• _GIVEN INFORMATION_
++++

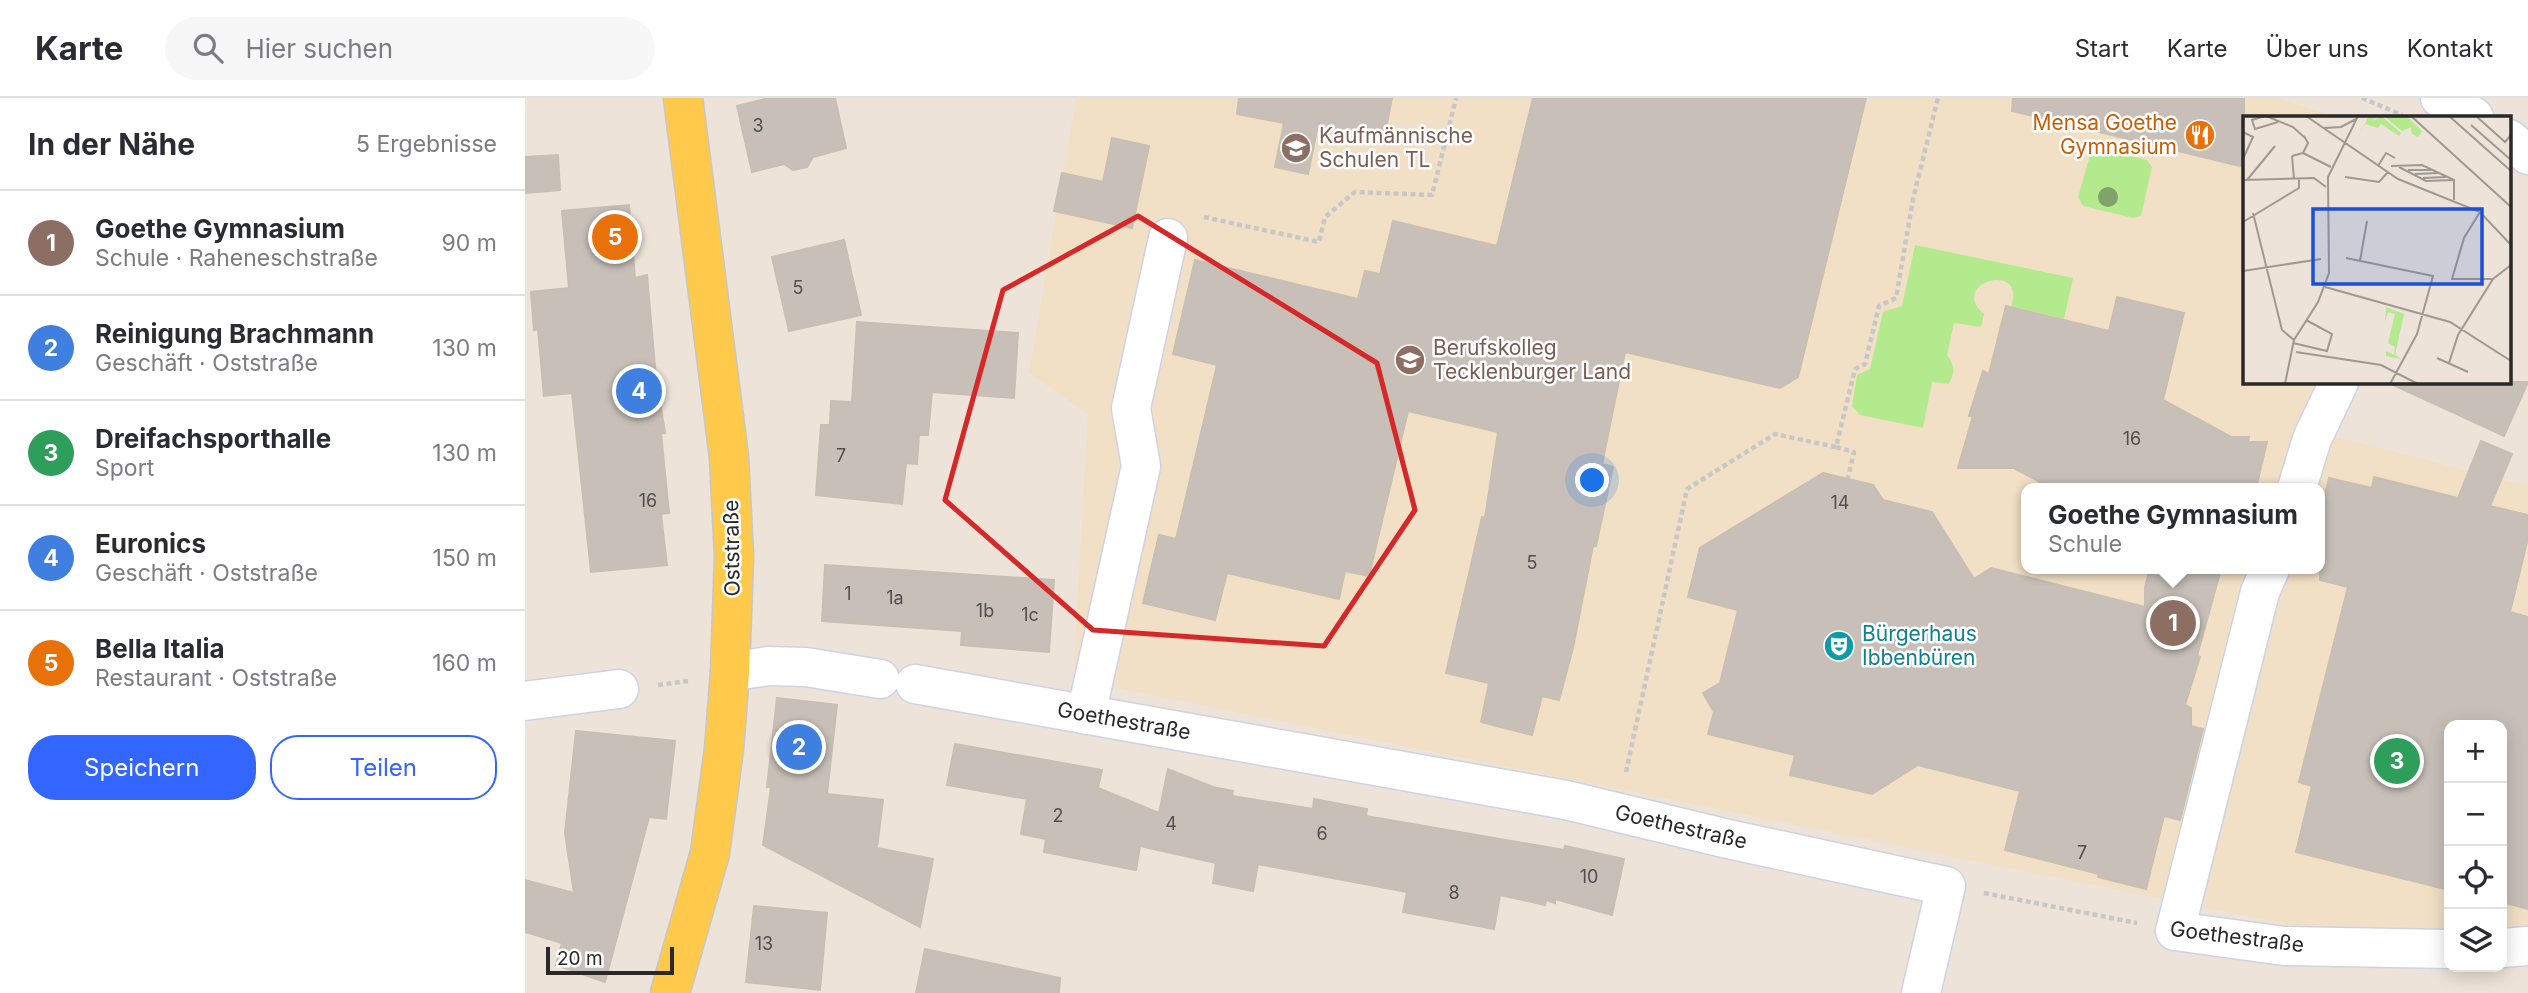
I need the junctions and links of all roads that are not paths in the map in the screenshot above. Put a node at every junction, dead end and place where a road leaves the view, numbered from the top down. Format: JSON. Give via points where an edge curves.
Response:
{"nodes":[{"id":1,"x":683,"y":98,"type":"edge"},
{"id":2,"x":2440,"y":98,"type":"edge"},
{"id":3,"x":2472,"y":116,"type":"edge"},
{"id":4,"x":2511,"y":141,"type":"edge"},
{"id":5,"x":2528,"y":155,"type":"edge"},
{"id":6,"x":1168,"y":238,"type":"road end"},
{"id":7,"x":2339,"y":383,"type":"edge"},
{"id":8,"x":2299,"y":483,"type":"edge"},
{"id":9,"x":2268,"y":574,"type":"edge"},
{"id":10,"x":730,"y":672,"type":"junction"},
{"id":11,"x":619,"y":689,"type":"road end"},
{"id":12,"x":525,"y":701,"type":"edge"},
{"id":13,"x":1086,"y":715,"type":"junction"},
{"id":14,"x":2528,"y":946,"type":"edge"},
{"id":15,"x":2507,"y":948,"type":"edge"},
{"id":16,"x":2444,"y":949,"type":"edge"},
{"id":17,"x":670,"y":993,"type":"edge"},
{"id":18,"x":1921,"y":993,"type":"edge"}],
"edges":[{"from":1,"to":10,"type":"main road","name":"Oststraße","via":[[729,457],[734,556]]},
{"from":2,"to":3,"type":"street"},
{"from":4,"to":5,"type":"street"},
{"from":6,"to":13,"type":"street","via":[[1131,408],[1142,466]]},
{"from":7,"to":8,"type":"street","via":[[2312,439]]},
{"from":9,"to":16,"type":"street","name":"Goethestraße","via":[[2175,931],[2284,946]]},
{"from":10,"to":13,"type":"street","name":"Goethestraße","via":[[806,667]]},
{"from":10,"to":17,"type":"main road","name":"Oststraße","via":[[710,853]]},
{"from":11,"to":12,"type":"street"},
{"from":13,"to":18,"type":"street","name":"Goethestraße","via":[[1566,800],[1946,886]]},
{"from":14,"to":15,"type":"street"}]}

++++

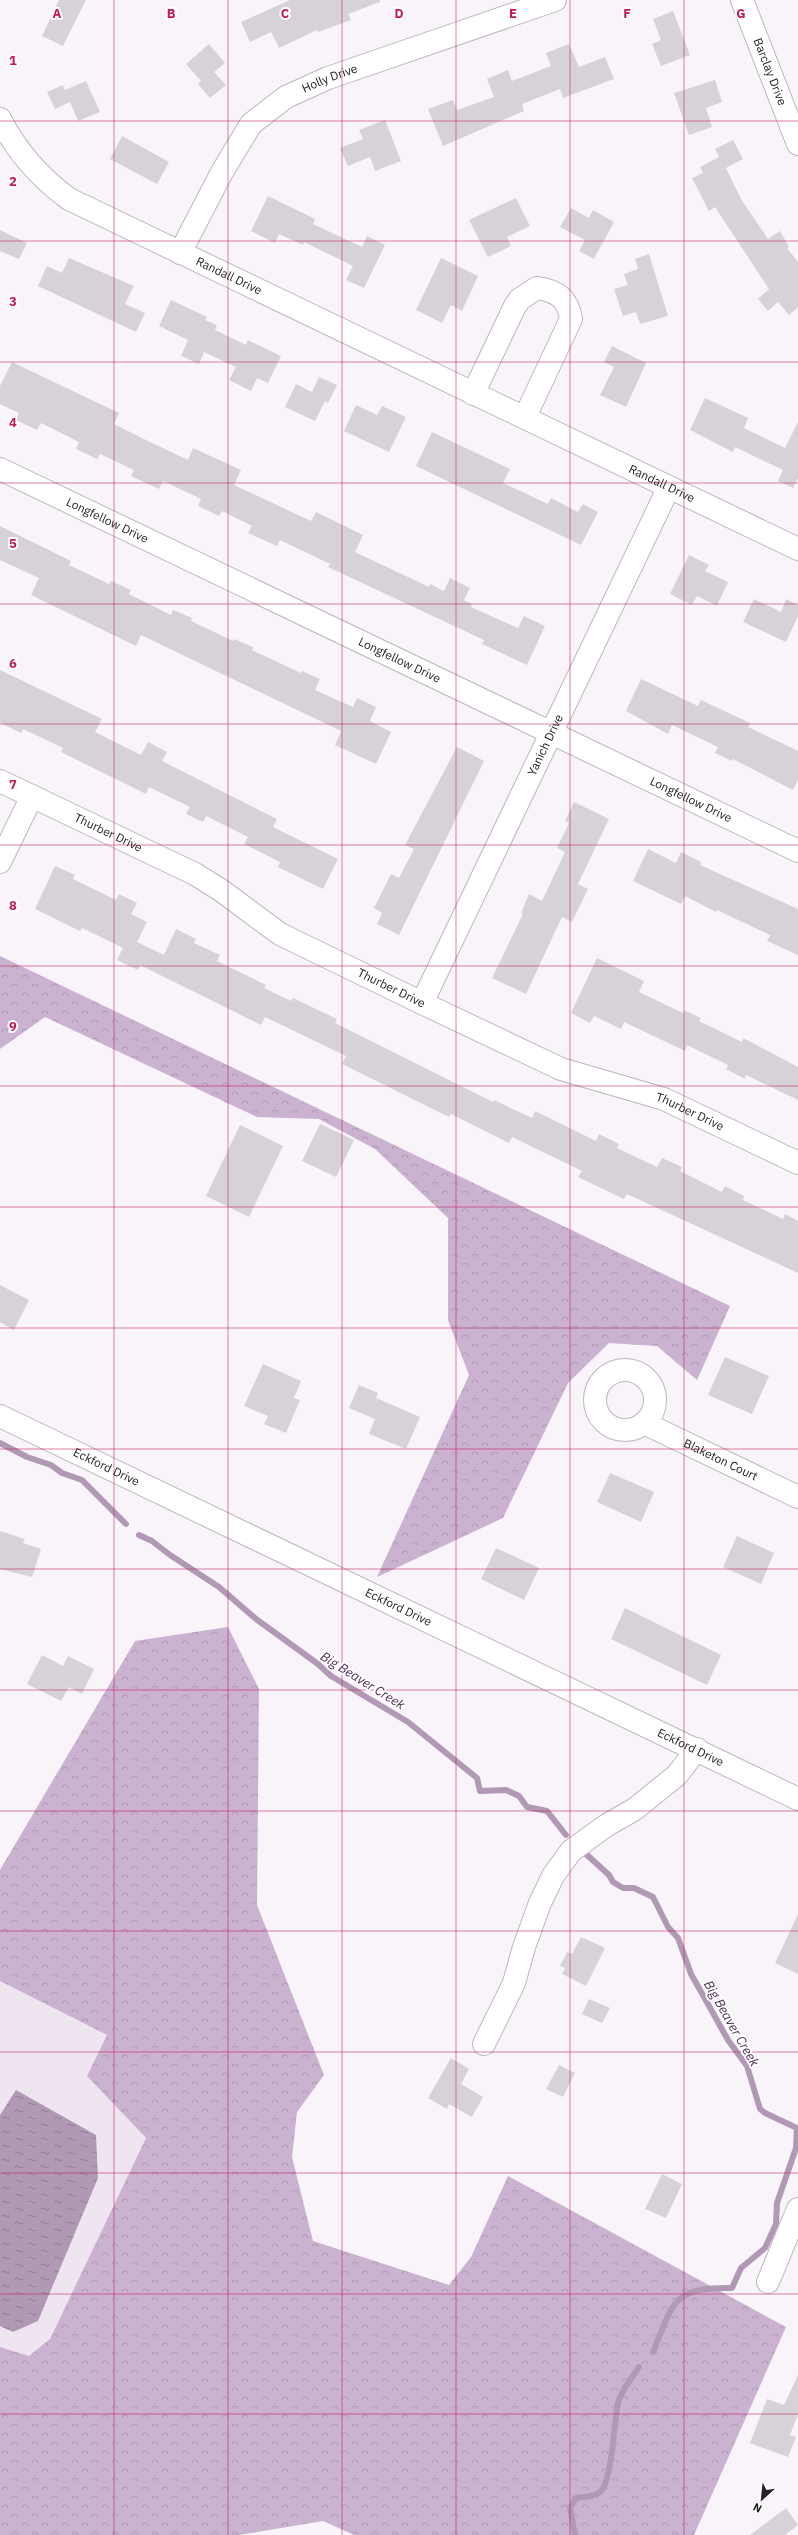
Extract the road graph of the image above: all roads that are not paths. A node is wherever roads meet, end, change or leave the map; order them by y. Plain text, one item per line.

++++

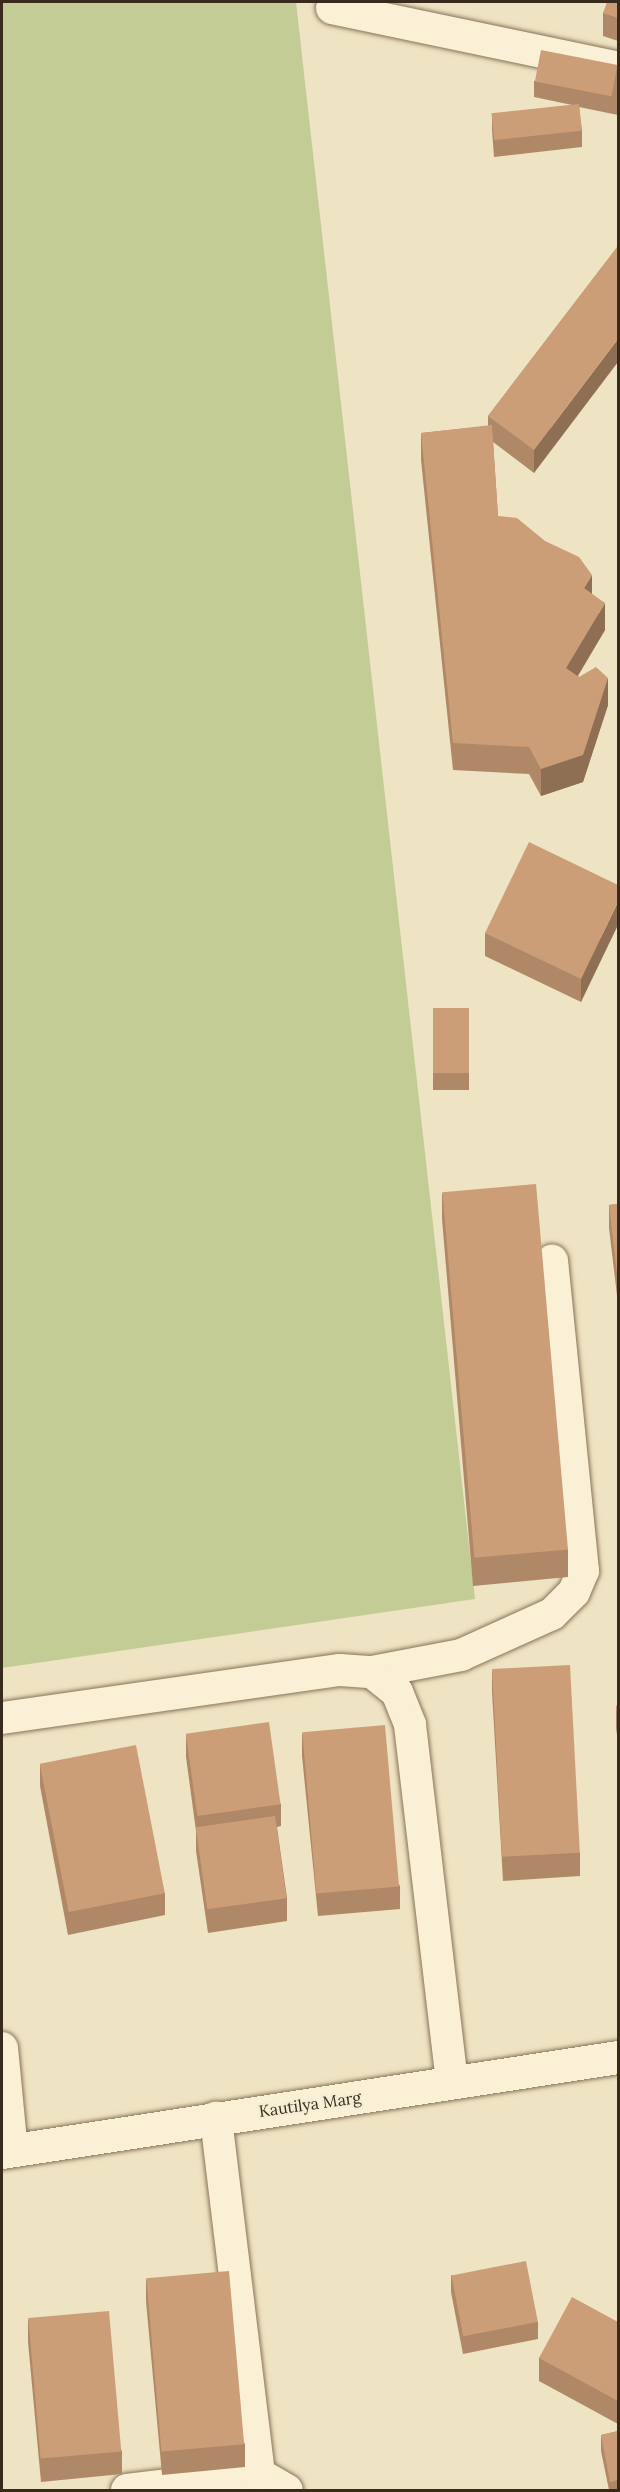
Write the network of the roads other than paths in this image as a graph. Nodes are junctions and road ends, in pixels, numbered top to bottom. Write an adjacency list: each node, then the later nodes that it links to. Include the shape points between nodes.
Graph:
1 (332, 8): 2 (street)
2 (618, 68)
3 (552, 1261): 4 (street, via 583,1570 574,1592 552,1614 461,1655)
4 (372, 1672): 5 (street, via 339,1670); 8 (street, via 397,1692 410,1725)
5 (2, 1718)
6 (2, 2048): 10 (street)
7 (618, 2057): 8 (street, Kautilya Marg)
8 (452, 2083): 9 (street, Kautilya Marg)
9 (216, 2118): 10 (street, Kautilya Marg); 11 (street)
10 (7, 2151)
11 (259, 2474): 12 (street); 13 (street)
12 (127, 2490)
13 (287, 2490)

++++

Review the preceding data and report every line that includes the string "above".

• _EXERCISE SOLUTION_
I need the junctions and links of all roads that are not paths in the map in the screenshot above. Put a node at every junction, dead end and place where a road leaves the view, numbered from the top down. Format: JSON. Give via points where an edge curves.
Extract the road graph of the image above: all roads that are not paths. A node is wherever roads meet, end, change or leave the map; order them by y. Plain text, one item per line.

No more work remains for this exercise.